As part of its contract with Transport for Wales (TfW) to transform the Wales & Borders rail network, Amey has undertaken to renew the Core Valley Lines (CVL) north of Cardiff. The ageing network is to be converted into a modern, electrified, metro-style service – a hugely complex task involving numerous engineering disciplines and input from other contractors.
In order to facilitate the coordination and integration of the many drawings and models involved in each CVL project, Amey Consulting introduced a rigorous, structured design review process based on building information modelling (BIM). At its heart is the creation of a single, overarching project information model (PIM), which holds all the information required to ensure the designs of the different disciplines work seamlessly together.
CVL projects are broken down into packages of works based on geographical area. A good example of how the PIM-based process has proved invaluable in facilitating design integration in the new, purpose-built depot at Taff’s Well. The depot plays a critical role for the CVL, providing stabling and maintenance for the planned fleet of light rail vehicles and hosting a new integrated control centre (ICC).
Amey Consulting was tasked with developing detailed designs of key elements of the complex facility, including the track, signalling, telecoms and electrical power infrastructure, plus overhead line equipment (OLE) for the stabling area. Other packages of work were assigned to contractors including Arcadis (the maintenance shed, office building and civil engineering works), NG Bailey (mechanical and electrical design), and Alan Griffiths (the depot building and other elements).
Amey was appointed relatively late in the project, after outline designs had already been produced. The situation was confused, with a variety of CAD platforms and modelling tools in use and inadequate coordination between the different disciplines and contractor teams. This resulted in design clashes identified too late to resolve in a timely or efficient manner, causing serious delays and sending designers back to the drawing board.
Amey Consulting introduced a design review process based on the creation of a single federated 3D model, or project information model (PIM), which integrates all the models required to build the depot. It is continuously updated to provide a single source of accurate information for all project members.

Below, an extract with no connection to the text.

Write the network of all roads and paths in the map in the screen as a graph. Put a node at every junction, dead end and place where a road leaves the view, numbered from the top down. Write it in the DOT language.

The integration process is overseen by a BIM (building information modelling) manager, who liaises with PIM coordinators to ensure the appropriate level of detail is included. Since it would be impractical for the hundreds of drawings and models produced by all the project engineers to be added, each discipline combines its designs into a single discipline group model (DGM), overseen by a PIM lead. This model is submitted to the BIM team to incorporate into the consolidated PIM.

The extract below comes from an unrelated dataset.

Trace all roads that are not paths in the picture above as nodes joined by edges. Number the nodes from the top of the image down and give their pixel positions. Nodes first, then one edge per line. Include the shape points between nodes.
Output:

Bentley Systems’ automated Navigator software is used to detect clashes within the PIM, while visual walkthroughs help to highlight constructability issues. Clash information is shared with the design and construction teams ahead of PIM coordination meetings, held every two weeks.
These review meetings are attended by key personnel from each discipline, who discuss the issues and agree any action to be taken. Design teams modify their DGMs where necessary, submitting updated versions for reintegration into the PIM. The automated clash detection process is rerun to check the issues have been resolved.
A discipline design parameter clash check is also carried out by all disciplines, requiring them to manually check their designs against the PIM and identify any elements that fall within minimum required clearance.
The result is a controlled, structured design review process with a clear hierarchy of responsibility. It prevents the proliferation of official and unofficial drawings and saves time and money by identifying potential problems that might not otherwise come to light until the construction stage. It provides a clear record of clashes detected and actions taken.
The PIM provides an exceptional level of detail and accuracy, even down to 20mm tolerances. It can also be used to optimise project delivery by, for example, planning the order in which designs are produced or structures built. For a complex undertaking like the Core Valley Lines, it has proved to be an invaluable tool in developing infrastructure that functions as intended in the real world.